Individual cow identification is a prerequisite for intelligent dairy farming management, and is important for achieving accurate and informative dairy farming. Computer vision-based approaches are widely considered because of their non-contact and practical advantages. In this study, a method based on the combination of Ghost and attention mechanism is proposed to improve ReNet50 to achieve non-contact individual recognition of cows. In the model, coarse-grained features of cows are extracted using a large sensory field of cavity convolution, while reducing the number of model parameters to some extent. ResNet50 consists of two Bottlenecks with different structures, and a plug-and-play Ghost module is inserted between the two Bottlenecks to reduce the number of parameters and computation of the model using common linear operations without reducing the feature map. In addition, the convolutional block attention module (CBAM) is introduced after each stage of the model to help the model to give different weights to each part of the input and extract the more critical and important information. In our experiments, a total of 13 cows' side view images were collected to train the model, and the final recognition accuracy of the model was 98.58%, which was 4.8 percentage points better than the recognition accuracy of the original ResNet50, the number of model parameters was reduced by 24.85 times, and the model size was only 3.61 MB. In addition, to verify the validity of the model, it is compared with other networks and the results show that our model has good robustness. This research overcomes the shortcomings of traditional recognition methods that require human extraction of features, and provides theoretical references for further animal recognition.

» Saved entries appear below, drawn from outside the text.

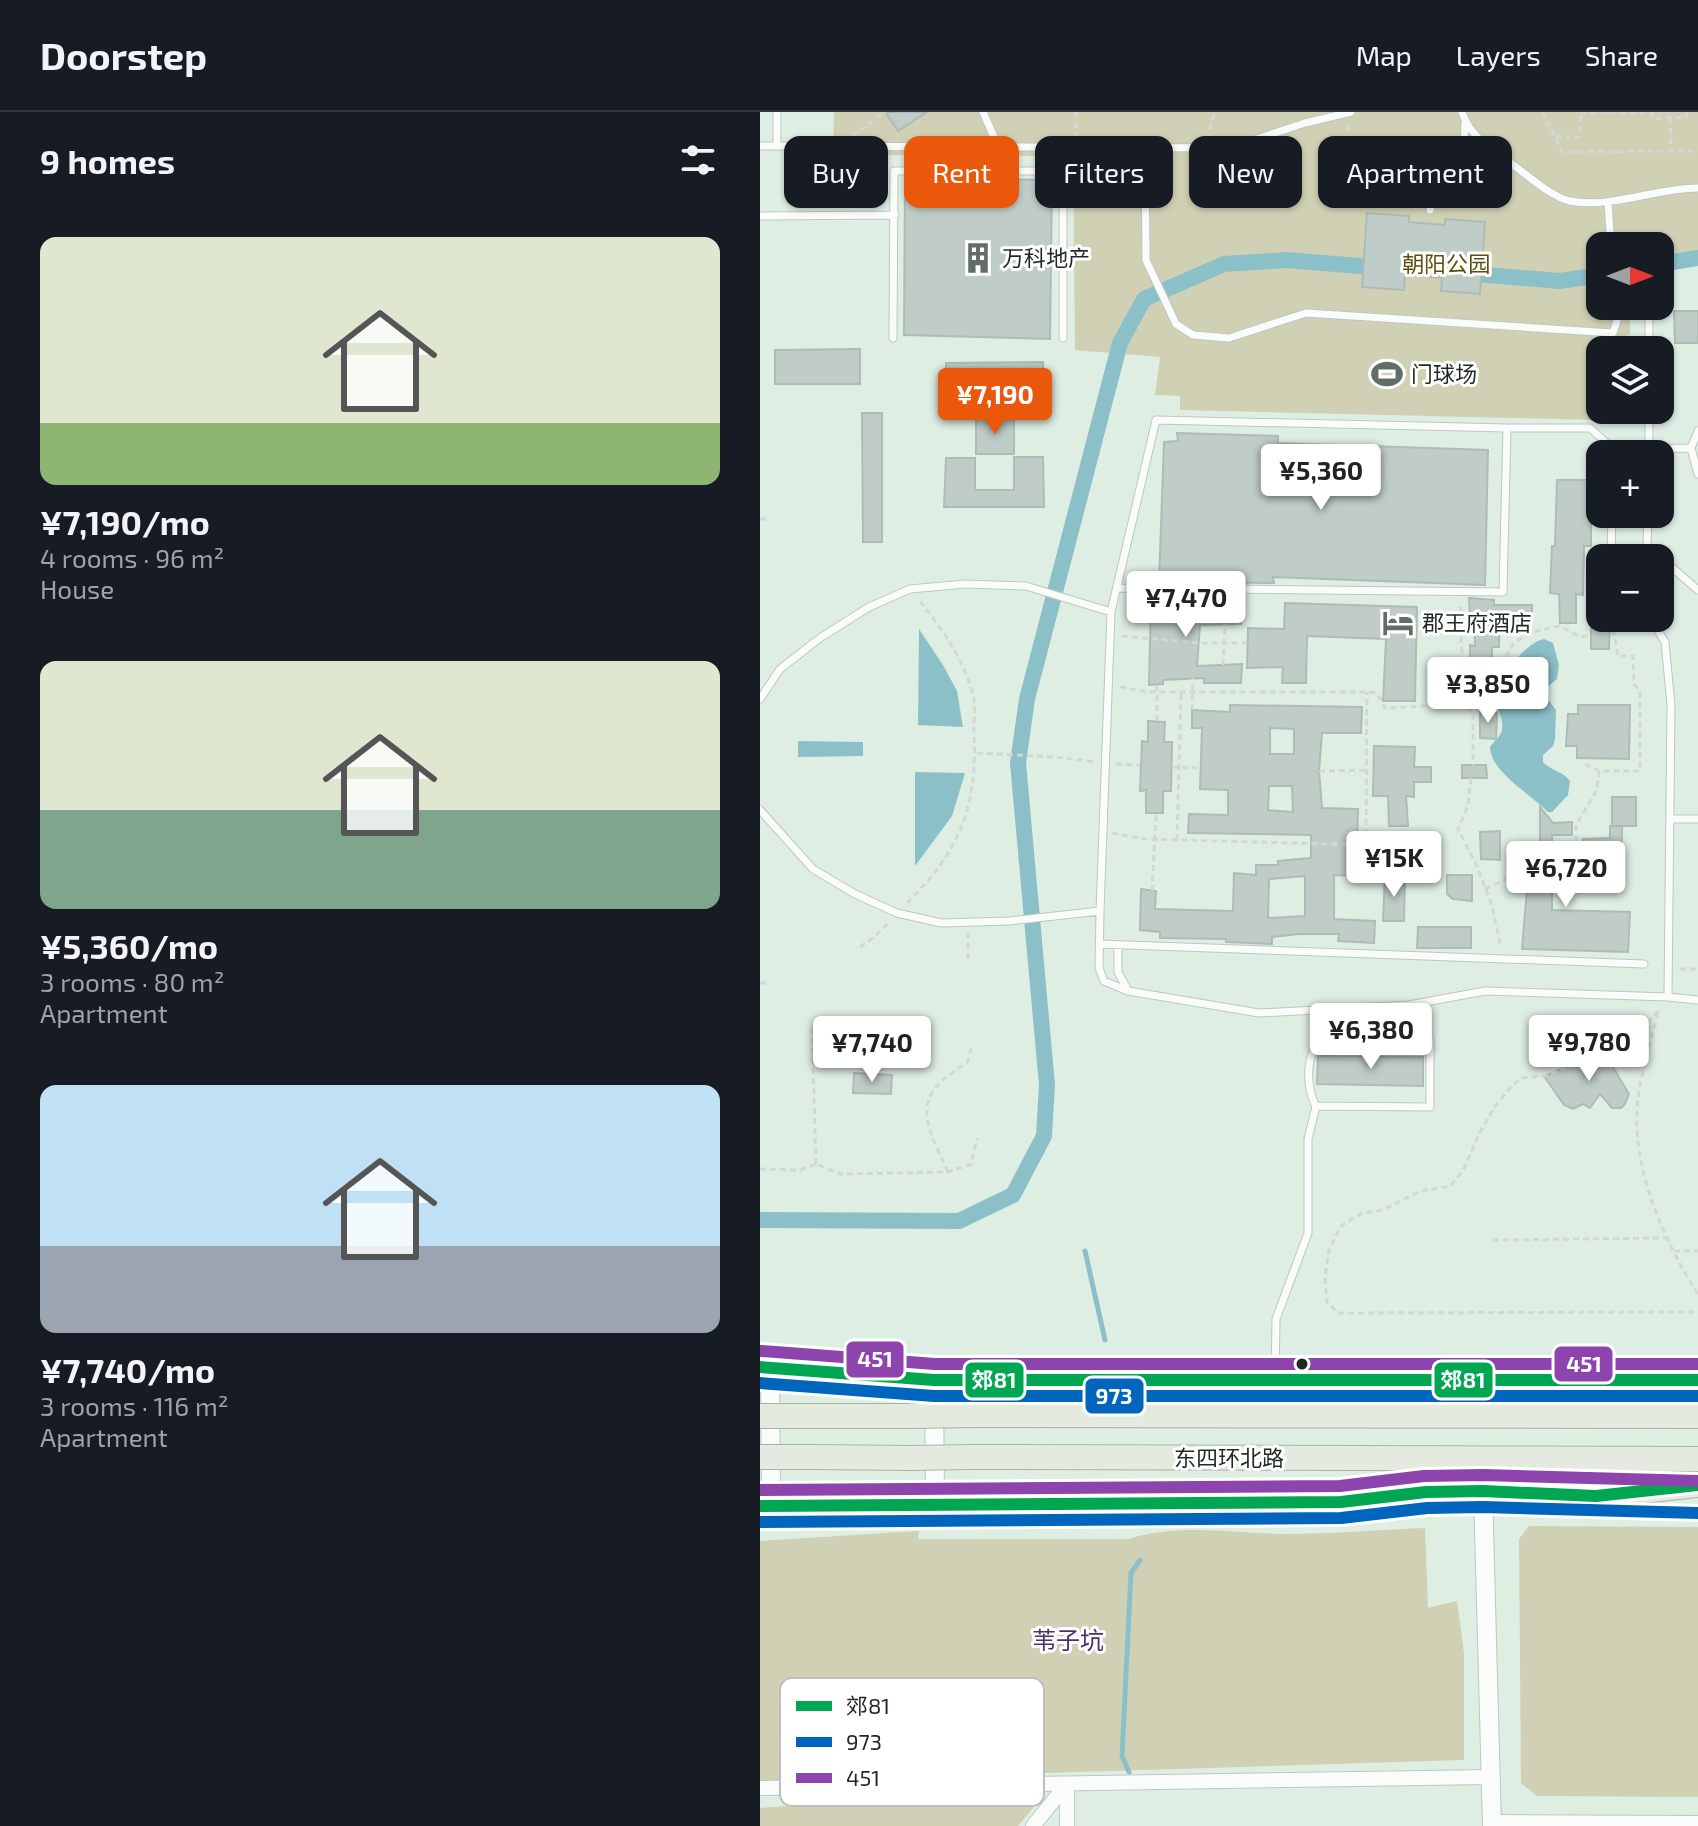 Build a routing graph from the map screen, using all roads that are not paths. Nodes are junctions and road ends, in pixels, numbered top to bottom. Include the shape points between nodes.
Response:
1 (777, 112) edge
2 (983, 112) edge
3 (1462, 112) edge
4 (1348, 113) edge
5 (1465, 122) junction
6 (994, 136) edge
7 (1464, 136) edge
8 (760, 146) edge
9 (777, 146) junction
10 (904, 147) edge
11 (1173, 147) edge
12 (1698, 188) edge
13 (1608, 203) junction
14 (1146, 208) edge
15 (895, 215) junction
16 (760, 216) edge
17 (1609, 232) edge
18 (1617, 320) edge
19 (893, 338) dead end
20 (1063, 338) dead end
21 (1507, 428) junction
22 (1698, 431) edge
23 (1602, 440) edge
24 (1691, 448) junction
25 (1674, 449) edge
26 (1698, 474) edge
27 (1648, 528) edge
28 (1118, 588) junction
29 (1698, 590) edge
30 (1111, 612) junction
31 (1659, 632) edge
32 (760, 699) edge
33 (760, 810) edge
34 (1670, 819) junction
35 (1698, 819) edge
36 (1100, 911) junction
37 (1099, 944) junction
38 (1118, 945) junction
39 (1644, 964) dead end
40 (1128, 991) junction
41 (1668, 997) junction
42 (1698, 1000) edge
43 (1316, 1106) junction
44 (765, 1367) edge
45 (934, 1380) junction
46 (1698, 1380) edge
47 (1275, 1382) junction
48 (760, 1416) edge
49 (1698, 1416) edge
50 (760, 1457) edge
51 (1698, 1459) edge
52 (1698, 1485) edge
53 (1483, 1491) junction
54 (1596, 1496) junction
55 (1698, 1497) edge
56 (935, 1504) junction
57 (766, 1506) edge
58 (1491, 1777) junction
59 (1044, 1784) edge
60 (1067, 1784) junction
61 (760, 1788) edge
62 (780, 1788) edge
63 (1698, 1823) edge
64 (1492, 1824) edge
65 (1033, 1826) edge
66 (1067, 1826) edge

1 - 9 lane
2 - 6 lane
3 - 5 lane
4 - 11 lane via 1229,148
5 - 7 lane
5 - 13 lane via 1479,139 1567,201
8 - 9 lane
9 - 10 lane
12 - 13 lane via 1673,188
13 - 17 lane
14 - 18 lane via 1146,260 1176,324 1193,335 1229,338 1306,313 1613,333
15 - 16 lane
15 - 19 lane
15 - 20 lane via 894,171 1063,171
21 - 23 lane via 1590,428
21 - 28 lane via 1156,420
21 - 28 lane via 1503,592
22 - 24 lane
24 - 25 lane
24 - 26 lane
27 - 29 lane via 1647,546
28 - 30 lane
30 - 32 lane via 1026,586 910,589 820,638 780,669
30 - 36 lane
31 - 34 lane via 1665,642 1671,705
33 - 36 lane via 813,869 897,913 941,923
34 - 35 lane
34 - 41 lane
36 - 37 lane
37 - 38 lane
37 - 40 lane via 1104,981
38 - 39 lane
38 - 40 lane via 1118,972
40 - 41 lane via 1259,1013 1409,1005 1485,991
41 - 42 lane
43 - 43 lane via 1430,1107 1430,1040 1316,1045 1311,1053 1310,1095
43 - 47 lane via 1308,1139 1308,1233 1276,1319
44 - 45 street
44 - 57 street
45 - 47 street
45 - 56 street
46 - 47 street
48 - 49 highway, 东四环北路, bridge
50 - 51 highway, 东四环北路, bridge
52 - 54 highway
53 - 54 street, 东四环北路
53 - 56 street, 东四环北路 via 1341,1502
53 - 58 street
54 - 55 street, 东四环北路
56 - 57 street, 东四环北路
58 - 60 street
58 - 64 street
59 - 60 street
60 - 65 street
60 - 66 street
61 - 62 street
63 - 64 street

个体牛只识别是智能奶牛养殖管理的前提,对于实现准确、有信息价值的奶牛养殖至关重要。基于计算机视觉的方法由于其非接触式和实用优势而被广泛考虑。在本研究中,提出了一种基于 Ghost 和注意力机制相结合的方法,以改进 ReNet50 实现奶牛的非接触式个体识别。在模型中,使用空洞卷积的大感受野提取奶牛的粗粒度特征,同时在一定程度上减少模型参数的数量。ResNet50 由两个具有不同结构的瓶颈组成,在两个瓶颈之间插入一个即插即用的 Ghost 模块,使用常见的线性运算减少模型的参数数量和计算量,而不会减少特征图。此外,在模型的每个阶段后引入卷积块注意力模块(CBAM),帮助模型为输入的每个部分赋予不同的权重,并提取更关键和重要的信息。在我们的实验中,总共收集了 13 头奶牛的侧视图图像来训练模型,模型的最终识别准确率为 98.58%,比原始 ResNet50 的识别准确率提高了 4.8 个百分点,模型参数数量减少了 24.85 倍,模型大小仅为 3.61MB。此外,为了验证模型的有效性,将其与其他网络进行了比较,结果表明我们的模型具有良好的鲁棒性。这项研究克服了传统识别方法需要人工提取特征的缺点,为进一步的动物识别提供了理论参考。